Dataset entries:
----

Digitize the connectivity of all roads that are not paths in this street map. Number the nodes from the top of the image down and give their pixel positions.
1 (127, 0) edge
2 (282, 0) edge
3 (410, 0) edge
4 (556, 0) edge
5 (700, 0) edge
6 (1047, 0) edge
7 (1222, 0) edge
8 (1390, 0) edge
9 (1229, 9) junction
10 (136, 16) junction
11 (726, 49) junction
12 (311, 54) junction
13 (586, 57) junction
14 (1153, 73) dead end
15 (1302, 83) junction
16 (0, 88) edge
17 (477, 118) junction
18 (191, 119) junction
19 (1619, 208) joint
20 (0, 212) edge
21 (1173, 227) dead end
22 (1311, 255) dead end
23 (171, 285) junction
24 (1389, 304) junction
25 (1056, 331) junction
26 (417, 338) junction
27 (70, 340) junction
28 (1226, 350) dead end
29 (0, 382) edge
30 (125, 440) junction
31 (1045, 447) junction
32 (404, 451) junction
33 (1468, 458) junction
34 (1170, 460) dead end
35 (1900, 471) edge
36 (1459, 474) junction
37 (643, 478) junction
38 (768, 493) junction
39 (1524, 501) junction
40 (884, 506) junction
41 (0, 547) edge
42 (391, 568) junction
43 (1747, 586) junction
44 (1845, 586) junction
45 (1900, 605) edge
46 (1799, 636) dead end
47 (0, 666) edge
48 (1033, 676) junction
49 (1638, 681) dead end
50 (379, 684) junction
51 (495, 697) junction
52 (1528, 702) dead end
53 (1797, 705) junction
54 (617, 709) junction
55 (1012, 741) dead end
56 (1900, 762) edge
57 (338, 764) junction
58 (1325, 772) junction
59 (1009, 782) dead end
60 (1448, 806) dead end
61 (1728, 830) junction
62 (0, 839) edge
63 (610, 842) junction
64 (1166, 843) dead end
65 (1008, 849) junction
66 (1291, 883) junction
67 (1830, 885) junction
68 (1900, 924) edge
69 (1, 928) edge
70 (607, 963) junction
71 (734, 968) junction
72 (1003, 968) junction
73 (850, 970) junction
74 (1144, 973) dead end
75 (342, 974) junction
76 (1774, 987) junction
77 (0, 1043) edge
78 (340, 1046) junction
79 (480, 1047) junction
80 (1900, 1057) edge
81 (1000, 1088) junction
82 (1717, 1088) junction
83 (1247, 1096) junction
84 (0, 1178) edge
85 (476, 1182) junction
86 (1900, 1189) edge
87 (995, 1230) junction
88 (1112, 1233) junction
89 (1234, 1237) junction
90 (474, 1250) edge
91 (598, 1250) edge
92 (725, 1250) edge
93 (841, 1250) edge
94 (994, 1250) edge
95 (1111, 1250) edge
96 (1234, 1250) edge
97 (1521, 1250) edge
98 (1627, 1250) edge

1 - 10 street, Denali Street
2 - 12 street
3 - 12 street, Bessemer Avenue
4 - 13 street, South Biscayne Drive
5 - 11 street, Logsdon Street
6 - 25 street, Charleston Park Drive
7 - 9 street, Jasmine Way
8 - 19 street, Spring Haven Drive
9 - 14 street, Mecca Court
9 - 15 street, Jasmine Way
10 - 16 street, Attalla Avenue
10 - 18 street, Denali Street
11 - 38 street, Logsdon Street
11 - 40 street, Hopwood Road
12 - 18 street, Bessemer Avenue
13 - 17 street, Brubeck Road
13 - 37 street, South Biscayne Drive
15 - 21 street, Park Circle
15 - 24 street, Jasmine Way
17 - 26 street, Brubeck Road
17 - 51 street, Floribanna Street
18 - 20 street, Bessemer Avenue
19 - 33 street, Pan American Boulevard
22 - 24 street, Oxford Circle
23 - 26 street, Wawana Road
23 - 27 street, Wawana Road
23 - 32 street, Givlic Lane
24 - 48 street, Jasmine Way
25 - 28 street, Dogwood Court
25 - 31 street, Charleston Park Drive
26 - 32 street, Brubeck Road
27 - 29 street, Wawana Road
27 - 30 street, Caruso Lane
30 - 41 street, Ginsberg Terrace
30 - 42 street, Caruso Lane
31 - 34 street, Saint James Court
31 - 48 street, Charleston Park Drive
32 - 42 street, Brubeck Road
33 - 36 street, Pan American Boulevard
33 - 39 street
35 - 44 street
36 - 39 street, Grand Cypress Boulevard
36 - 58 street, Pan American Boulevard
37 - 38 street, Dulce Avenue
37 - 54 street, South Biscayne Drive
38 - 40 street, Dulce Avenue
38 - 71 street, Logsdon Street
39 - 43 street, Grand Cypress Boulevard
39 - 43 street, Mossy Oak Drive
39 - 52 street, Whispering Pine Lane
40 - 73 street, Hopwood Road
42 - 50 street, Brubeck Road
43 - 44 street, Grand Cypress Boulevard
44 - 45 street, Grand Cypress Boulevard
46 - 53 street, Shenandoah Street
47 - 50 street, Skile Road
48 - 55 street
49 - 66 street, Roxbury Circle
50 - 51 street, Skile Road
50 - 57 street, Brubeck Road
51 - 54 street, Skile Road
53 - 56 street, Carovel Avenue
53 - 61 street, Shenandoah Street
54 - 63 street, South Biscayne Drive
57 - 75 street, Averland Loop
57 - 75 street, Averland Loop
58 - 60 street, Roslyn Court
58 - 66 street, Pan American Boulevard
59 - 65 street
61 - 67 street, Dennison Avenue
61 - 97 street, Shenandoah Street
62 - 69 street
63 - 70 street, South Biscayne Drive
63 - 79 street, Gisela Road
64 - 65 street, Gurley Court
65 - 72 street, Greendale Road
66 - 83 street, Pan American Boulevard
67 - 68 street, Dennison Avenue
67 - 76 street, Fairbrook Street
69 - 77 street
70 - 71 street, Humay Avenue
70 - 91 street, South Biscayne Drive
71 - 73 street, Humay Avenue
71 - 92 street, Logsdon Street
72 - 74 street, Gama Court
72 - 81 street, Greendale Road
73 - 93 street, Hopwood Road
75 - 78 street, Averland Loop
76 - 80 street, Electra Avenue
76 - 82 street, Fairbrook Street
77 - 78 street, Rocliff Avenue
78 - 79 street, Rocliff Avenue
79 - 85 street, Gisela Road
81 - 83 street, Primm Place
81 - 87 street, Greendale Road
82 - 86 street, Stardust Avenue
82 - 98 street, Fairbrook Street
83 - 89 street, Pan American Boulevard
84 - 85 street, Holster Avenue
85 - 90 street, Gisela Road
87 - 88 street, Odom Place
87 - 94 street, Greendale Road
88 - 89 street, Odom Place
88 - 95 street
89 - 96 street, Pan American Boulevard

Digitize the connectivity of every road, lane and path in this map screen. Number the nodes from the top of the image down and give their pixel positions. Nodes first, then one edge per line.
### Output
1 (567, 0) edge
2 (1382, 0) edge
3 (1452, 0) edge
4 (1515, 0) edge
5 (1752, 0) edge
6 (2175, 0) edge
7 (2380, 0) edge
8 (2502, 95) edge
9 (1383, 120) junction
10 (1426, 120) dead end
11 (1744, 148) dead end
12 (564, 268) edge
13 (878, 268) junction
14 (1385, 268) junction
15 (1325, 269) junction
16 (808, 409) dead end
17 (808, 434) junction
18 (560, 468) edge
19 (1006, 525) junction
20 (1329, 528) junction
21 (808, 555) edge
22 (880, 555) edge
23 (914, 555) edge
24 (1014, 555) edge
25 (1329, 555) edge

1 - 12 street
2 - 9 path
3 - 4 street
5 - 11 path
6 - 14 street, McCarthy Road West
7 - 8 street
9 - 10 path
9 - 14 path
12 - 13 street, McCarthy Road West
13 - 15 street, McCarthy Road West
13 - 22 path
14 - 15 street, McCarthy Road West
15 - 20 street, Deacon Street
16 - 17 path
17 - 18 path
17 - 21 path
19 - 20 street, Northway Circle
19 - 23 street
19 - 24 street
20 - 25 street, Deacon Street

----

Whenever a line of the records holds the string "Court", pick it out and copy it.

9 - 14 street, Mecca Court
25 - 28 street, Dogwood Court
31 - 34 street, Saint James Court
58 - 60 street, Roslyn Court
64 - 65 street, Gurley Court
72 - 74 street, Gama Court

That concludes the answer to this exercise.